Work instruction: Count how many lines of the data below contain the string "BOULEVARD"; the reply should be that number alone.

Data extract:
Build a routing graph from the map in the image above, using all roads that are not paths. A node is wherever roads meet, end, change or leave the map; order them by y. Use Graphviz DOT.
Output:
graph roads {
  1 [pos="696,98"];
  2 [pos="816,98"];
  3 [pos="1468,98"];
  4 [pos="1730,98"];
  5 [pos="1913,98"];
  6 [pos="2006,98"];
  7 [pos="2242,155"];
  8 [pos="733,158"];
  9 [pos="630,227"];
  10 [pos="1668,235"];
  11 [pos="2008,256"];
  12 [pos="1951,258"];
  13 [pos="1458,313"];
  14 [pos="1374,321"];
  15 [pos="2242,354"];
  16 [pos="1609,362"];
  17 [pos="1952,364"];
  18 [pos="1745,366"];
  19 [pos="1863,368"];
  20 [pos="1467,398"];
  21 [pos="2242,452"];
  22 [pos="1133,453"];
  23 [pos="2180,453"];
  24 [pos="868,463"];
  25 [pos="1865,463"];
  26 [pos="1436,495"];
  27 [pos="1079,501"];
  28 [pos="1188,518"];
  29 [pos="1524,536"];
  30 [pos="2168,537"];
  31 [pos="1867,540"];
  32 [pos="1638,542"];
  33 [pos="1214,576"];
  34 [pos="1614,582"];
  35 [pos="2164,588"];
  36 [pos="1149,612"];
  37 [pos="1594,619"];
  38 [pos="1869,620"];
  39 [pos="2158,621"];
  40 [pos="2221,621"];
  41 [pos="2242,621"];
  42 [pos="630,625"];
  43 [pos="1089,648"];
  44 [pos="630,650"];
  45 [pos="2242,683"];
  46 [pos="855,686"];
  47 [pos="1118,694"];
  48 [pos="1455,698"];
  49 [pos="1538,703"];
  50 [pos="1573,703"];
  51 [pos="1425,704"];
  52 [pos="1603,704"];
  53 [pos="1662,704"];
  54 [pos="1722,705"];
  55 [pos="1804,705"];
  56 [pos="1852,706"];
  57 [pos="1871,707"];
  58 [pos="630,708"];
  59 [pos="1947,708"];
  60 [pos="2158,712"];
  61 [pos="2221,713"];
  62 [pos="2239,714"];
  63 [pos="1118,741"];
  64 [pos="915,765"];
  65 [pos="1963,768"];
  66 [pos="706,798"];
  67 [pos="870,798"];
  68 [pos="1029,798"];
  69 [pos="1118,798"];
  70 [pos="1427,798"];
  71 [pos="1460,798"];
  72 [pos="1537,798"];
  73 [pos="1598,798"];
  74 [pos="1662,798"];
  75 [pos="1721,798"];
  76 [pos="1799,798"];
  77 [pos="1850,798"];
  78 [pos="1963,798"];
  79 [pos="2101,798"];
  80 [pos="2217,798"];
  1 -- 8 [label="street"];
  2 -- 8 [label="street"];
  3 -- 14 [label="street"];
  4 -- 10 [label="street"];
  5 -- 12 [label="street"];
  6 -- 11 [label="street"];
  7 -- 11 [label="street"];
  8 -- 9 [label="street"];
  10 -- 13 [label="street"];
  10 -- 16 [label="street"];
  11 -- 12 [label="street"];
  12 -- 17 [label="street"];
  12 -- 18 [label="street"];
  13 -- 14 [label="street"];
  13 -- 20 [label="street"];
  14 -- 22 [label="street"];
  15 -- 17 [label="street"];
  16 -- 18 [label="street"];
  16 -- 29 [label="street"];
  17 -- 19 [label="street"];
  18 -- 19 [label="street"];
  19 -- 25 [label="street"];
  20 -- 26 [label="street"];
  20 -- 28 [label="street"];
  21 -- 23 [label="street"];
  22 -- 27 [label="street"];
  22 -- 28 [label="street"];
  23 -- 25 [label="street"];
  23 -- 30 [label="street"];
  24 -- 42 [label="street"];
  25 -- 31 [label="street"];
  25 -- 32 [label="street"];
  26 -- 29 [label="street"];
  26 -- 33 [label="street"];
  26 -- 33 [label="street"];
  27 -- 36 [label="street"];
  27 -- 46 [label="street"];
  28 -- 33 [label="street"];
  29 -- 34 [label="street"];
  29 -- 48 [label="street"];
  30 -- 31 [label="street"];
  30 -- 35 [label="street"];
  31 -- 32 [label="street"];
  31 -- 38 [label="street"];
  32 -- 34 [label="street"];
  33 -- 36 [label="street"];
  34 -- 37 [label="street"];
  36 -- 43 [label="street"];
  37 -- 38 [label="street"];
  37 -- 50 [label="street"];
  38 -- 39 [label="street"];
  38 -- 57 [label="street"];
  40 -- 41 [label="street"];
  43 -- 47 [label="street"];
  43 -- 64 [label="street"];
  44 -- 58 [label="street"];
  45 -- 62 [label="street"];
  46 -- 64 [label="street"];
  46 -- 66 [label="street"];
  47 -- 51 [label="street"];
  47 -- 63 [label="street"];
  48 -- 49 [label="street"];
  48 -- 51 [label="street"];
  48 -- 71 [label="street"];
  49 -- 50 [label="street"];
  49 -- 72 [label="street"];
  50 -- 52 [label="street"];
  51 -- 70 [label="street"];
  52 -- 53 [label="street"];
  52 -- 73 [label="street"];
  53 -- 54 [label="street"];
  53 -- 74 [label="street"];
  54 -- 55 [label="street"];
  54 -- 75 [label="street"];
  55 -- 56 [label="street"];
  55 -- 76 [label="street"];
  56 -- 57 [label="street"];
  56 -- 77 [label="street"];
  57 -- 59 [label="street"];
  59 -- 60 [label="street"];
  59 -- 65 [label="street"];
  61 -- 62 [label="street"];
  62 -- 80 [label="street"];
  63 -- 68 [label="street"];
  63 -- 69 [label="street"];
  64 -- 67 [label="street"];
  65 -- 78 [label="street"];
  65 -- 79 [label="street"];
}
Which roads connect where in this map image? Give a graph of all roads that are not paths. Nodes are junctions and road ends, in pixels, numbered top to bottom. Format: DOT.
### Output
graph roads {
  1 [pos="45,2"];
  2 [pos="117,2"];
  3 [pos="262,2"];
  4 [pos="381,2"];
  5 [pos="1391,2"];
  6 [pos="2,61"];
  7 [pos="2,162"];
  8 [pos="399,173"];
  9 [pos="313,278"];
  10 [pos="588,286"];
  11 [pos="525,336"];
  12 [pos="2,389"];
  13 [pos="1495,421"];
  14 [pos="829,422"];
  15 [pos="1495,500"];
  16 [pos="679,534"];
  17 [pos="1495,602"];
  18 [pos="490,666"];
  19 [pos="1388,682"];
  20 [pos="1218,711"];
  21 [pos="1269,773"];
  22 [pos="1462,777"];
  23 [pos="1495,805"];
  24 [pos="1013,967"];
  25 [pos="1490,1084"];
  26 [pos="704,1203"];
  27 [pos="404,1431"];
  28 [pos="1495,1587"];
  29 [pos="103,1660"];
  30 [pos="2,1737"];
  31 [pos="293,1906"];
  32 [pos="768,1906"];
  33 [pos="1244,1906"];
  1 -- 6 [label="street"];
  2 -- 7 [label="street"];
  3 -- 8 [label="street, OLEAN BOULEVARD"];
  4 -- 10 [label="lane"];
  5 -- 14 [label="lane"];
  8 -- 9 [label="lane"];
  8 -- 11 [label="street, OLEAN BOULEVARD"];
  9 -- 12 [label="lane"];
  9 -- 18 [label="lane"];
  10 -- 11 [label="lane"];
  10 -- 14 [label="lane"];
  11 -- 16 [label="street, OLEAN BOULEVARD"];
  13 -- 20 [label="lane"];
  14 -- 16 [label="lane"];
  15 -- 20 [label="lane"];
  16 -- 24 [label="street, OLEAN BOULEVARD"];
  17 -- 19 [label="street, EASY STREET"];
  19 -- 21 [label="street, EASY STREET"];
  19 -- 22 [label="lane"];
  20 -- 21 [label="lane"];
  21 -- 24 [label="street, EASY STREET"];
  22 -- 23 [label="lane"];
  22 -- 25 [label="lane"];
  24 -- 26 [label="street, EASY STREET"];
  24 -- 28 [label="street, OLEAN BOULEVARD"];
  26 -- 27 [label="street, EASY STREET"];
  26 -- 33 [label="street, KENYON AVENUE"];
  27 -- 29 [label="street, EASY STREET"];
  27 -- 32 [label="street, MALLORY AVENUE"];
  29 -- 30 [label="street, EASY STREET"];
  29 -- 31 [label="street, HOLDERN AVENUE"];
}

Output of the task: 5